As noted by Park et al.,10 some parts of “Materials chemistry and related fields commonly report new materials with limited attention paid to reproducibility.” In addressing reproducibility and reliability challenges, we seek to change parts of the research culture and expectations of the research community. We now discuss the roles that authors, research advisers, subject matter experts, reviewers, scientists who observe poor quality surface and material characterization, editors, journals and publishers, funding agencies, scientific societies, leaders and administrators at universities and research centers, and instrument vendors can play in improving the analysis of surface and material characterization data. In some cases, the suggestions below may change the reward structures of underlying Prisoner's Dilemmas.

1. Authors

We believe that authors are primarily responsible for the content of their papers, not reviewers or journal editors. The burden of publishing high-quality data and data analysis ultimately rests with the authors. Authors should be careful regarding the work they publish because, whether formally or informally, everything in the literature is always subject to retrospective analysis. History will judge authors based on the quality and accuracy of the work they publish. While there appear to be Prisoner's Dilemmas that incentivize the rapid publication of incomplete or inaccurate surface and material characterization and data analysis, we believe authors are shortsighted if they succumb to these pressures. Authors should be aware that the current situation is serious and help move the community away from a crisis by publishing high-quality, well-referenced work. The analysis presented herein suggests that many papers with a focus on surfaces and materials (and other areas of science) will be incompletely reviewed. Authors should write their papers understanding this reality. Authors should provide sufficient detail in their papers about data collection and analysis so that their work can be reproduced and evaluated by others. We noted above the challenge for scientists of using multiple surface and material characterization techniques in their work. Researchers must take the time to become familiar with the characterization techniques and other methods they use in their studies, or they should collaborate with those who possess this expertise. When teams of authors work together, all team members should take at least some responsibility for the work as a whole, not just the part they contributed to. The principles of characterization techniques like XPS that are needed in studies range from elementary to complex. However, just because an XPS peak fit or analysis looks satisfactory to the eye does not make it unique or even chemically meaningful.71,72 There are complexities and tradeoffs in the designs of XPS experiments, and there is often complexity in the analysis of XPS spectra.19,41,42,73–75

2. Research advisors

How can students (undergraduates, graduate students, and post-docs) be trained to recognize that the spectra in Figs. 1 and 6 contain no useful signal? Advisors play a central role in student training. Advisors should regularly discuss students' research results with them.

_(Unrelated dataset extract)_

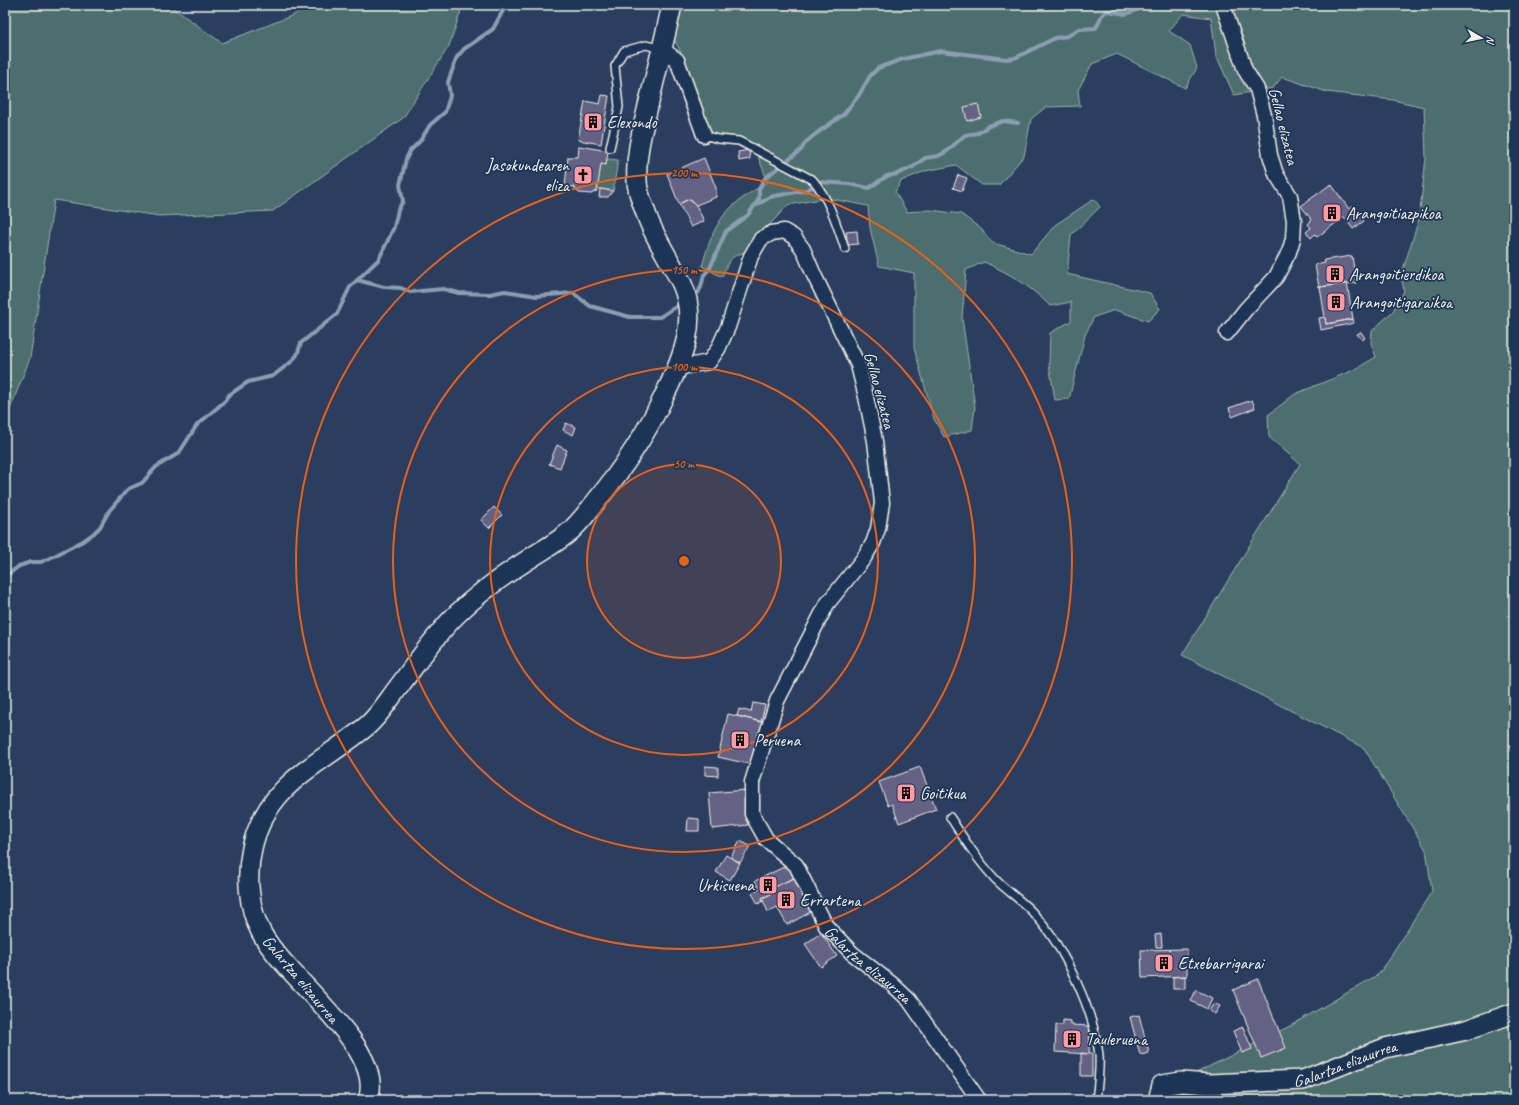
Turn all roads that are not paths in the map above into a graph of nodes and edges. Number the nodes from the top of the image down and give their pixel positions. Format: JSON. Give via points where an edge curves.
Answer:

Advisors should have regular, ad hoc conversations with students about science, e.g., when they visit their laboratories. Research group meetings should be designed to train students to think like scientists. Research advisors should help students understand why they have made errors in their data collection and/or interpretation if they produce results like in Figs. 1–6. Research advisors should be open to collaboration with other experts when that expertise is needed. Students benefit from working with multiple experts during their training.

3. Subject matter experts

A great deal of high-quality tutorial material has been produced about XPS. For many years, XPS experts have written tutorial articles,76 monographs,77 and ISO (ISO/TC 201 Surface Chemical Analysis)78 and ASTM79 standards. Databases containing hundreds of carefully acquired and vetted spectra are available, e.g., from Surface Science Spectra and XPSSurfA (hosted by La Trobe University).80 Websites filled with useful information about XPS can be freely accessed, e.g., from ThermoFisher, Surface Science Western, and the UK National Research Facility for Photoelectron Spectroscopy.81 Hundreds of informative videos on the technique are available for free from trusted sources on YouTube, e.g., by Neal Fairley on CasaXPS. Short courses and workshops on XPS are also presented. For example, for the past decade a group of French XPS experts has organized an excellent, multi-day workshop on XPS for both beginning and expert users.82 This workshop will next be held in Wales under the direction of David Morgan. John Grant has an online course on XPS and CasaXPS. Cedric Powell organized 10 Topical Conferences on Quantitative Surface Analysis on a two-year cycle beginning around 1987. These conferences were held for one or two days before the start of the AVS National Symposium and were well attended. (They were sponsored by the AVS Applied Surface Science Division, ASSD.) Several subsequent conferences were organized by Fred Stevie and Dave Simons, and later by Tony Ohlhausen. Experts in other characterization techniques have similarly produced large amounts of tutorial information about their methods, e.g., the discussion of Kim et al. on the use of vibrational spectroscopy in glass analysis.83 As noted above, guides (championed by Don Baer) covering many aspects of XPS were recently written by experts and published in the Journal of Vacuum Science and Technology (JVST).19,40–42,73–75,84–88 A second set of guides on both XPS and other surface analytical techniques is in progress.36,89 We hope these experts will continue to make these contributions. They have been invaluable.

4. Reviewers

The proliferation of papers in the literature appears to be a result of a Prisoner's Dilemma situation. A larger number of papers for a scientist often leads to greater recognition and funding, e.g., scientists cannot have high h-indices if they have not published a lot of papers. However, this additional publishing may be (i) encouraging authors to publish incomplete or less impactful studies,90–92 and (ii) taxing reviewers, making experienced reviewers harder to find. Nevertheless, this additional publishing may not always be bad. It is sometimes advantageous to have shorter papers that focus on specific results. It can be challenging to find results in longer papers. In addition, modern instrumentation produces much more information than before, so, perhaps, the amount of publishing should increase so that this additional information can be disseminated. In any case, better reviewing would help reduce the amount of poor XPS (and surface and material) data analysis in the literature. However, this solution appears to be somewhat impractical at present because the number of papers employing XPS appears to exceed the number of competent and willing reviewers. The following suggestion made by Baer, Watts, and Herrera-Gomez at the ECASIA meeting in Dresden, Germany, 2019 may help with this situation. Many scientists do not have enough time to review all the manuscripts they are asked to examine. However, instead of turning down a manuscript, a subject matter expert may wish to review only the part of the manuscript that relates to their expertise. This type of selective reviewing takes much less time than traditional reviewing and allows key portions of more manuscripts to be evaluated by experts. An XPS subject matter expert would have immediately identified the errors in Figs. 1–6. Of course, such reviews should make it clear to the editor that only a portion of a manuscript has been evaluated. In addition, we hope that the discussion above on the many surface and material characterization methods will make reviewers more willing to admit to editors when they are not experts in every aspect of every manuscript they are asked to review. Editors need this type of feedback.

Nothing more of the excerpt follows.